With its secondary touch-sensitive screen and microphone, players could draw and blow their way to the high-score table, as well as doing the usual button-mashing. But it was the games that made the DS the best handheld you could buy. Mario Kart DS did what even the Nintendo 64 and GameCube couldn’t: It managed to equal what is possibly the best videogame ever made, Super Mario Kart. And then it put it in your pocket

Before the Treo 650, smartphones were an ugly bunch, hard to use and generally clunky. Many people would even carry a PDA (remember those?) along with a “dumb” phone. Palm’s Treo 650 may have been pedestrian by today’s standards, with no Wi-Fi, just 32 MB of memory, a 0.3-megapixel camera and a stubby external antenna, but it was so popular that many owners only threw them out when the iPhone came along.

2005: Motorola Razr
Motorola’s Razr, an impossibly thin clamshell phone, sparked the trend of anorexic mobile devices. The Razr was the biggest sensation that the mobile phone industry had seen before the iPhone came along. The Razr went on to sell 110 million units over its four-year run. And it left us all with a permanent feeling that anything bigger is, well, just sorta clunky.

2006: Apple MacBook
The MacBook was Apple’s bestselling Mac ever. It debuted in 2006 with new Intel chips and a complete industrial makeover, doing away with many design and performance flaws of other Mac notebooks. The success of the MacBook helped Apple brave the economic recession without even delivering a cheap netbook

2007: Apple iPhone
The iPhone changed everything. It started out at $600 as an overpriced luxury device with few features setting it apart from the competition: a multimedia player, a web browser, a touchscreen and a phone. A year later, with the second-generation iPhone, Apple opened the App Store, which opened the door to an army of third-party software developers, adding their own quirky capabilities to the device. We’re still witnessing the killer effects of Apple’s everything-in-one device. There’s an app for practically everything the iPhone is technically capable of, and this is only the beginning. Just wait...

2008: Canon EOS 5D Mark II
In many ways, Canon’s follow up to 2005’s EOS 5D was incremental. It boosted the full-frame sensor from 12.8 to a whopping 21 megapixels, added a bigger, sharper LCD screen and generally did things faster.
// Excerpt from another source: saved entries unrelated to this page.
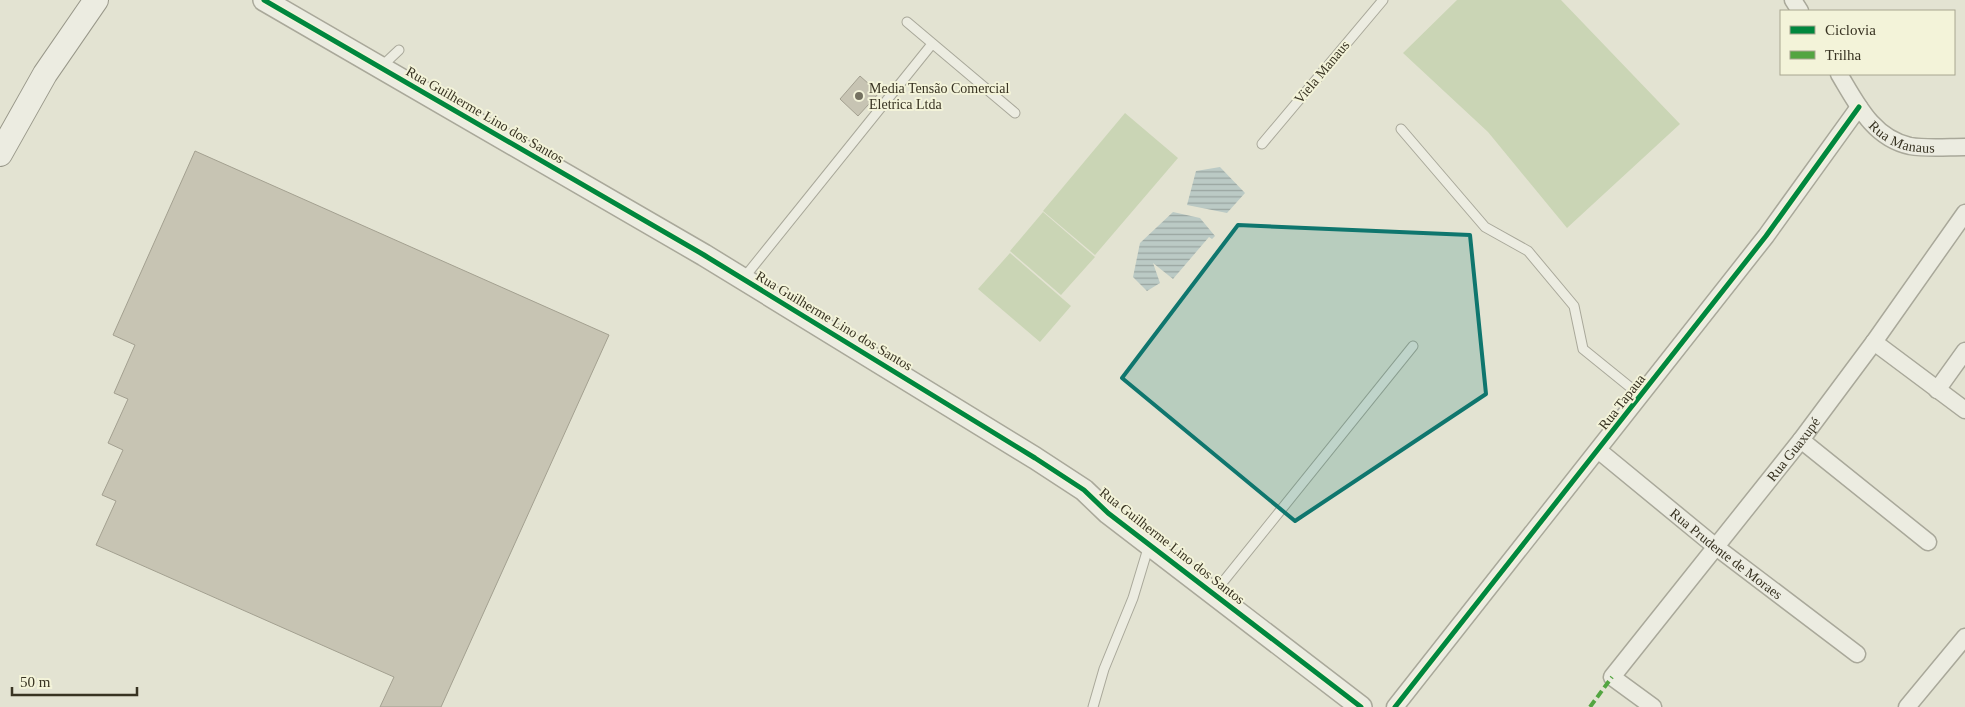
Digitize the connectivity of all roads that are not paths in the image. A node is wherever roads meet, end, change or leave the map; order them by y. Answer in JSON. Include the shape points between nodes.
{"nodes":[{"id":1,"x":96,"y":0,"type":"edge"},
{"id":2,"x":264,"y":0,"type":"edge"},
{"id":3,"x":1383,"y":0,"type":"edge"},
{"id":4,"x":907,"y":22,"type":"dead end"},
{"id":5,"x":932,"y":44,"type":"junction"},
{"id":6,"x":399,"y":50,"type":"dead end"},
{"id":7,"x":381,"y":67,"type":"junction"},
{"id":8,"x":1840,"y":75,"type":"edge"},
{"id":9,"x":1859,"y":107,"type":"junction"},
{"id":10,"x":1015,"y":113,"type":"dead end"},
{"id":11,"x":1401,"y":129,"type":"dead end"},
{"id":12,"x":1262,"y":144,"type":"dead end"},
{"id":13,"x":1965,"y":147,"type":"edge"},
{"id":14,"x":1,"y":150,"type":"edge"},
{"id":15,"x":1965,"y":213,"type":"edge"},
{"id":16,"x":743,"y":279,"type":"junction"},
{"id":17,"x":1874,"y":342,"type":"junction"},
{"id":18,"x":1413,"y":346,"type":"dead end"},
{"id":19,"x":1965,"y":352,"type":"edge"},
{"id":20,"x":1937,"y":390,"type":"junction"},
{"id":21,"x":1641,"y":396,"type":"junction"},
{"id":22,"x":1965,"y":410,"type":"edge"},
{"id":23,"x":1801,"y":440,"type":"junction"},
{"id":24,"x":1598,"y":450,"type":"junction"},
{"id":25,"x":1928,"y":542,"type":"dead end"},
{"id":26,"x":1150,"y":543,"type":"junction"},
{"id":27,"x":1716,"y":547,"type":"junction"},
{"id":28,"x":1214,"y":594,"type":"junction"},
{"id":29,"x":1965,"y":637,"type":"edge"},
{"id":30,"x":1857,"y":654,"type":"dead end"},
{"id":31,"x":1093,"y":707,"type":"edge"},
{"id":32,"x":1361,"y":707,"type":"edge"},
{"id":33,"x":1395,"y":707,"type":"edge"},
{"id":34,"x":1653,"y":707,"type":"edge"},
{"id":35,"x":1908,"y":707,"type":"edge"}],
"edges":[{"from":1,"to":14,"type":"main road","via":[[45,74]]},
{"from":2,"to":7,"type":"street","name":"Rua Guilherme Lino dos Santos"},
{"from":3,"to":12,"type":"lane","name":"Viela Manaus"},
{"from":4,"to":5,"type":"lane"},
{"from":5,"to":10,"type":"lane"},
{"from":5,"to":16,"type":"lane"},
{"from":6,"to":7,"type":"lane"},
{"from":7,"to":16,"type":"street","name":"Rua Guilherme Lino dos Santos"},
{"from":8,"to":9,"type":"street","name":"Rua Manaus"},
{"from":9,"to":13,"type":"street","name":"Rua Manaus","via":[[1868,121],[1891,140],[1912,146]]},
{"from":9,"to":21,"type":"street","name":"Rua Tapaua","via":[[1766,236]]},
{"from":11,"to":21,"type":"lane","via":[[1485,227],[1528,250],[1574,306],[1583,349]]},
{"from":15,"to":17,"type":"street","name":"Rua Guaxupé"},
{"from":16,"to":26,"type":"street","name":"Rua Guilherme Lino dos Santos","via":[[1036,458],[1084,490],[1108,513]]},
{"from":17,"to":20,"type":"street"},
{"from":17,"to":23,"type":"street","name":"Rua Guaxupé"},
{"from":18,"to":28,"type":"lane"},
{"from":19,"to":20,"type":"street"},
{"from":20,"to":22,"type":"street"},
{"from":21,"to":24,"type":"street","name":"Rua Tapaua"},
{"from":23,"to":25,"type":"street"},
{"from":23,"to":27,"type":"street","name":"Rua Guaxupé"},
{"from":24,"to":27,"type":"street","name":"Rua Prudente de Moraes"},
{"from":24,"to":33,"type":"street","name":"Rua Tapaua"},
{"from":26,"to":28,"type":"street","name":"Rua Guilherme Lino dos Santos"},
{"from":26,"to":31,"type":"lane"},
{"from":27,"to":30,"type":"street","name":"Rua Prudente de Moraes"},
{"from":27,"to":34,"type":"street","name":"Rua Guaxupé","via":[[1612,677]]},
{"from":28,"to":32,"type":"street","name":"Rua Guilherme Lino dos Santos"},
{"from":29,"to":35,"type":"street"}]}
But the Canon 5D Mark II added one thing that made it the defining gadget of 2008: Full, 1080p HD video.

Kids and adults alike can shoot HD movies with Hollywood-style likeness. My best friend has one with the crazy-sensitive ISO 25,600 sensor (which let it practically see in the dark), and you would think he had another child he is so giddy with excitement. But I do have to admit, it is pretty awesome!

2009: Amazon Kindle 2
This one surprised me with all the consumer excitement. Amazon is very smart and doesn’t stop with the device — it lets you read your e-books on its free apps for the iPhone and the PC, adding a whole new dimension to the concept of “mobility.”

What's next?

1 comment:

  1. I can only imagine what's in store for the future. Educators have a monumental task of staying on top of these changes in preparing our kids for these ever changing trends.